__Action item__:
Skip the images and repeat every entry word for word.

__Records provided__:
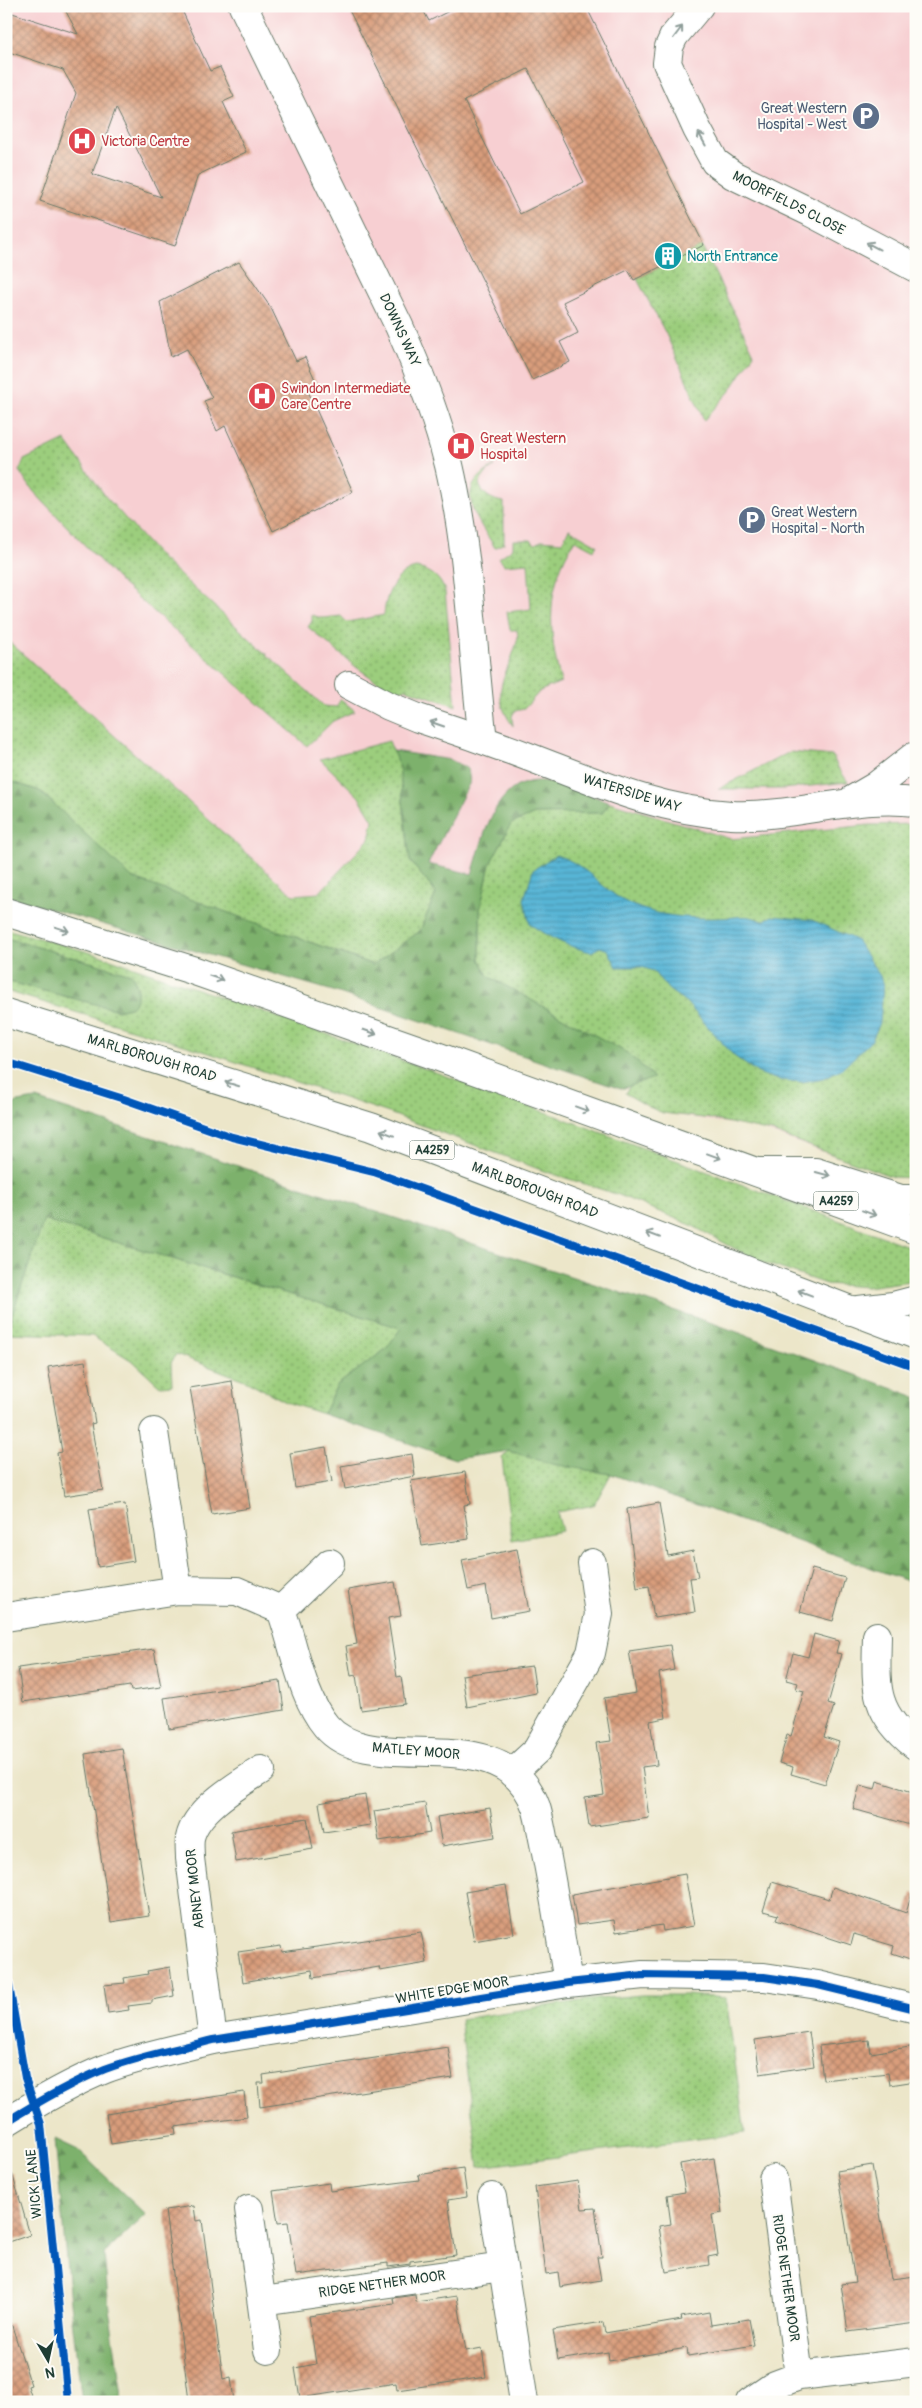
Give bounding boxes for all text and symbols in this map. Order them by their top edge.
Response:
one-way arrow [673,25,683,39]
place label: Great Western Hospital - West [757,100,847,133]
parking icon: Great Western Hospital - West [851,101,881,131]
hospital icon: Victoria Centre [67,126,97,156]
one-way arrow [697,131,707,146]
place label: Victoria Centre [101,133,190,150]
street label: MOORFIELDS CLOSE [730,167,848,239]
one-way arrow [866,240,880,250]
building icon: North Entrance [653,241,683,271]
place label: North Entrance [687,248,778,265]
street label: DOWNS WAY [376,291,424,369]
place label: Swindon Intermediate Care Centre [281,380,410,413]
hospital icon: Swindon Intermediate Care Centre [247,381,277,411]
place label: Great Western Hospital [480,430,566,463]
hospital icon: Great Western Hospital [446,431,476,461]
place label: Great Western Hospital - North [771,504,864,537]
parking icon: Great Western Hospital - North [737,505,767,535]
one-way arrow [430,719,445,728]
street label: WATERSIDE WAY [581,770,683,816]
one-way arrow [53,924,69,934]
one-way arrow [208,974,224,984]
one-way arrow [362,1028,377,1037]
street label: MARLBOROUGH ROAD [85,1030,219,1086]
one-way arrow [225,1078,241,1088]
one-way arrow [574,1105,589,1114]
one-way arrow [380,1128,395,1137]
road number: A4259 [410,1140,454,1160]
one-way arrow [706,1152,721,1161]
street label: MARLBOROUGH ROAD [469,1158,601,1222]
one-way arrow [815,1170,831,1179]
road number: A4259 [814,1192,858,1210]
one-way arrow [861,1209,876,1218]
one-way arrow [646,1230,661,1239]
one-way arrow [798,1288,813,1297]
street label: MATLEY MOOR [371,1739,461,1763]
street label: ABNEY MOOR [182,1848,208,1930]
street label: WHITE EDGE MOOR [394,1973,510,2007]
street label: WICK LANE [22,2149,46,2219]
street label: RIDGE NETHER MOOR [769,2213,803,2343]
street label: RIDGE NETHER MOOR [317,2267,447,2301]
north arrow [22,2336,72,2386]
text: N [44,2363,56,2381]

__Response to this task__:
Give bounding boxes for all text and symbols in this map. Order them by their top edge.
Response:
one-way arrow [673,25,683,39]
place label: Great Western Hospital - West [757,100,847,133]
parking icon: Great Western Hospital - West [851,101,881,131]
hospital icon: Victoria Centre [67,126,97,156]
one-way arrow [697,131,707,146]
place label: Victoria Centre [101,133,190,150]
street label: MOORFIELDS CLOSE [730,167,848,239]
one-way arrow [866,240,880,250]
building icon: North Entrance [653,241,683,271]
place label: North Entrance [687,248,778,265]
street label: DOWNS WAY [376,291,424,369]
place label: Swindon Intermediate Care Centre [281,380,410,413]
hospital icon: Swindon Intermediate Care Centre [247,381,277,411]
place label: Great Western Hospital [480,430,566,463]
hospital icon: Great Western Hospital [446,431,476,461]
place label: Great Western Hospital - North [771,504,864,537]
parking icon: Great Western Hospital - North [737,505,767,535]
one-way arrow [430,719,445,728]
street label: WATERSIDE WAY [581,770,683,816]
one-way arrow [53,924,69,934]
one-way arrow [208,974,224,984]
one-way arrow [362,1028,377,1037]
street label: MARLBOROUGH ROAD [85,1030,219,1086]
one-way arrow [225,1078,241,1088]
one-way arrow [574,1105,589,1114]
one-way arrow [380,1128,395,1137]
road number: A4259 [410,1140,454,1160]
one-way arrow [706,1152,721,1161]
street label: MARLBOROUGH ROAD [469,1158,601,1222]
one-way arrow [815,1170,831,1179]
road number: A4259 [814,1192,858,1210]
one-way arrow [861,1209,876,1218]
one-way arrow [646,1230,661,1239]
one-way arrow [798,1288,813,1297]
street label: MATLEY MOOR [371,1739,461,1763]
street label: ABNEY MOOR [182,1848,208,1930]
street label: WHITE EDGE MOOR [394,1973,510,2007]
street label: WICK LANE [22,2149,46,2219]
street label: RIDGE NETHER MOOR [769,2213,803,2343]
street label: RIDGE NETHER MOOR [317,2267,447,2301]
north arrow [22,2336,72,2386]
text: N [44,2363,56,2381]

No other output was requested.